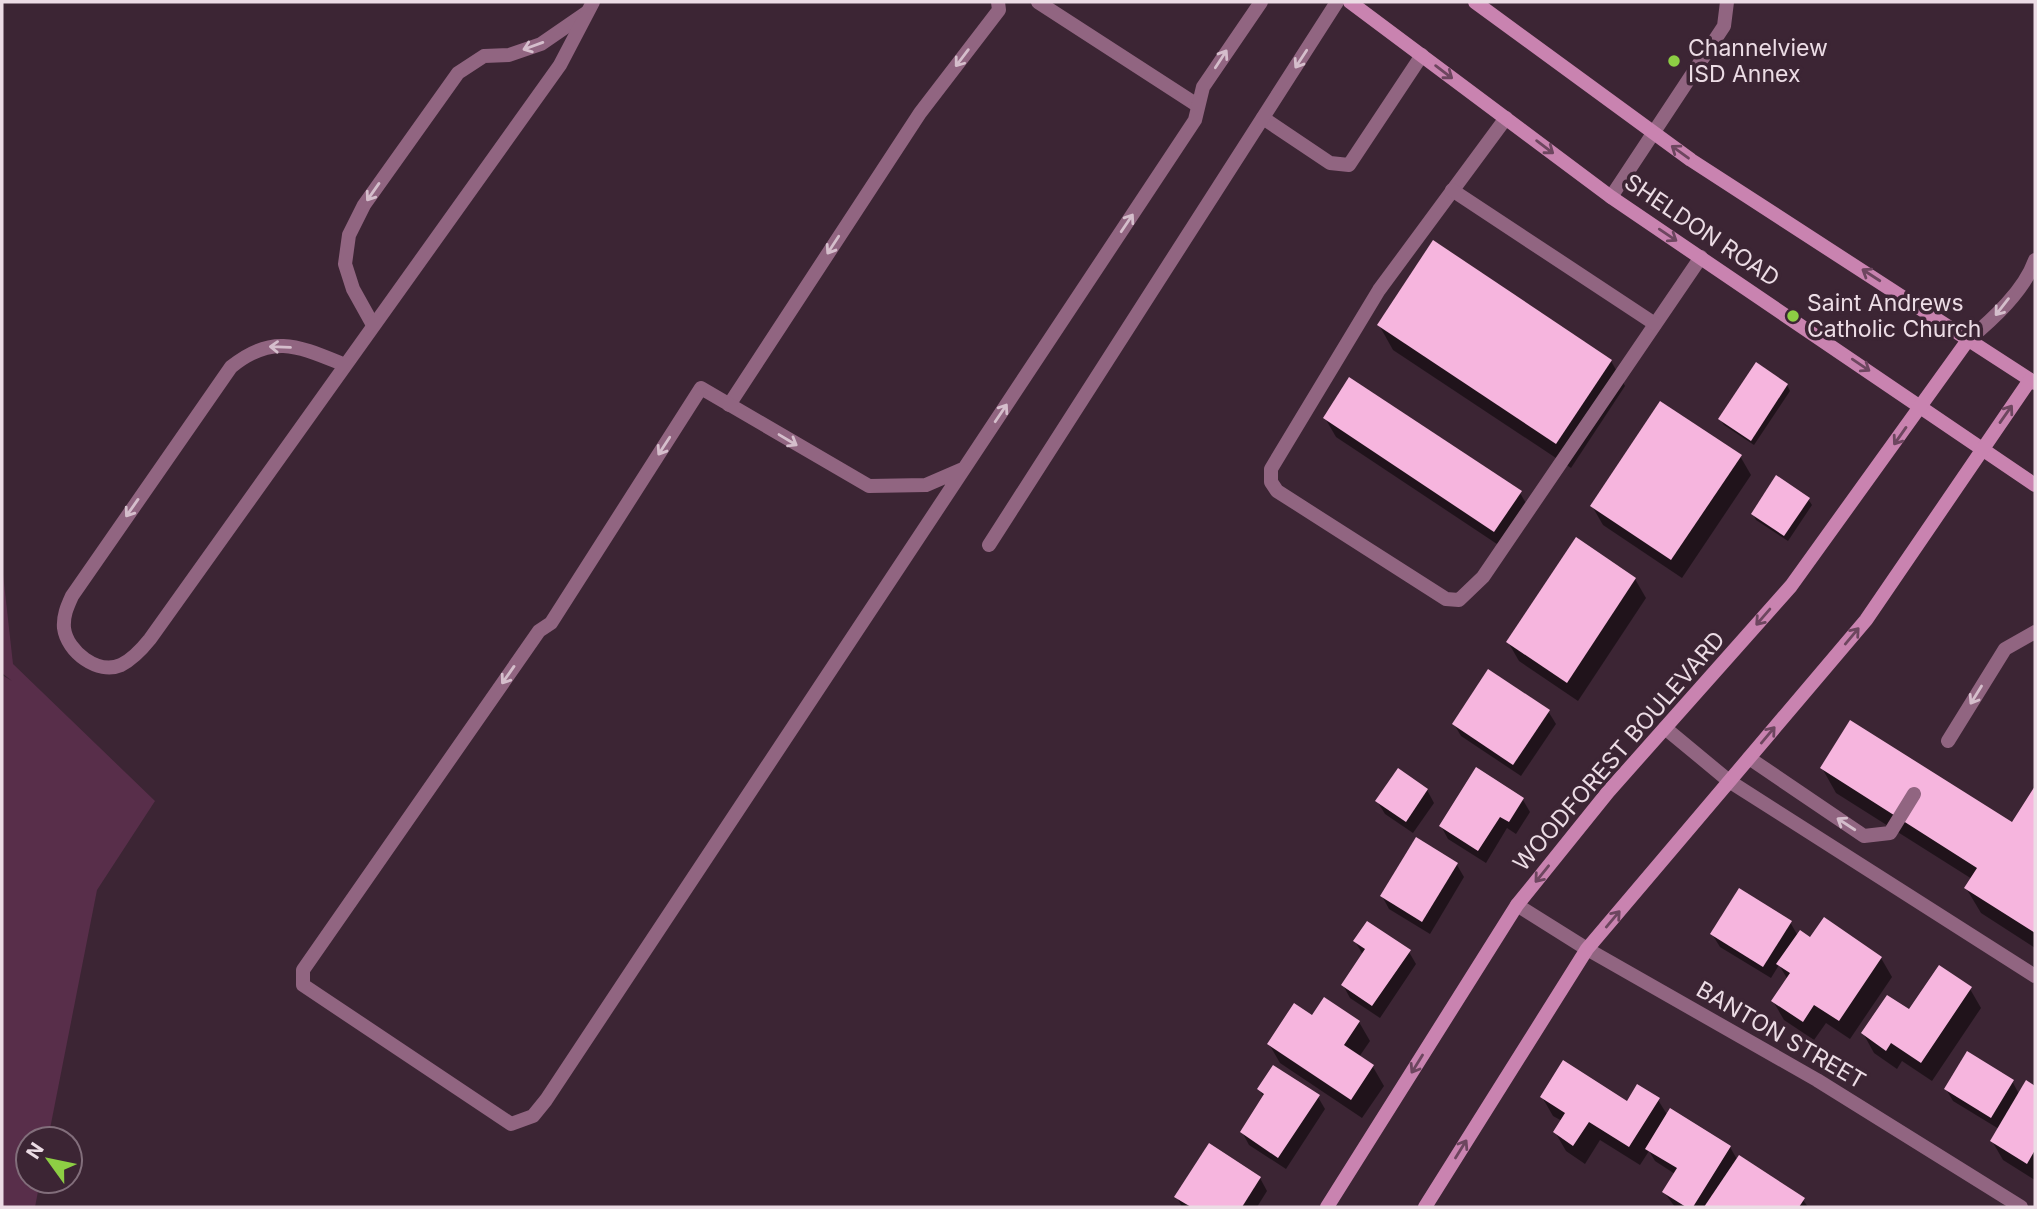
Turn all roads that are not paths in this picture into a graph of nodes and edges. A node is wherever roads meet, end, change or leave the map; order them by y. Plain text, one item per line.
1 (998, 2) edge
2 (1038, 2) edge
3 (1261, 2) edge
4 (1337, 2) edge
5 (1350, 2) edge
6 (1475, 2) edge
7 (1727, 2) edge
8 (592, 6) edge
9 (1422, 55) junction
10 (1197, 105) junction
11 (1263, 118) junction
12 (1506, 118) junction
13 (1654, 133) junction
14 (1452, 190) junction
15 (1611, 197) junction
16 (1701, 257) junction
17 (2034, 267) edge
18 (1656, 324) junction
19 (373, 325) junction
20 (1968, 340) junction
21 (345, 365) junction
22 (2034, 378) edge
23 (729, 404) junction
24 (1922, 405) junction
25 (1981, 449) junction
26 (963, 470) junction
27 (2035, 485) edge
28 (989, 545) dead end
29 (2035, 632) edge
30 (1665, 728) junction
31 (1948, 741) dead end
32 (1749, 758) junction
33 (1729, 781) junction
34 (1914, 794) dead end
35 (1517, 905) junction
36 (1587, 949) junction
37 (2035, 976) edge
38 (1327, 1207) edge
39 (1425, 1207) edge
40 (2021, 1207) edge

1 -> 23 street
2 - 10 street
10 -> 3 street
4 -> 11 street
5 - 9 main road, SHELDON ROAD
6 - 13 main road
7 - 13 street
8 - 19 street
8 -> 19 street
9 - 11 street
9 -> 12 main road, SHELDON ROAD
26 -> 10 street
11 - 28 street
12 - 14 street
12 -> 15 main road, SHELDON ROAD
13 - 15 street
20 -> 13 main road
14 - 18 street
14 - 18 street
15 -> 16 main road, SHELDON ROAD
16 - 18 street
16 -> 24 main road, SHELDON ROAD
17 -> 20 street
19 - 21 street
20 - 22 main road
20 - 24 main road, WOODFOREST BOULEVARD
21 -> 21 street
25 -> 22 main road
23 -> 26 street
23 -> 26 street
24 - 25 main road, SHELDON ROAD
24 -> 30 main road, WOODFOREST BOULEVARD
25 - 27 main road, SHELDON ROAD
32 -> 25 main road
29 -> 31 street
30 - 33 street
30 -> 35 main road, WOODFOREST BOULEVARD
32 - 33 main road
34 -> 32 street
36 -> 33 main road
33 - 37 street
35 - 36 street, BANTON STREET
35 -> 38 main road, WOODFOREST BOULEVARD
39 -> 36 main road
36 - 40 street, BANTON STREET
--------------------
WHAT YOU SHOULD DO: A single figure, please: the number of lines in the data that hold the string "BOULEVARD".

RESPONSE: 4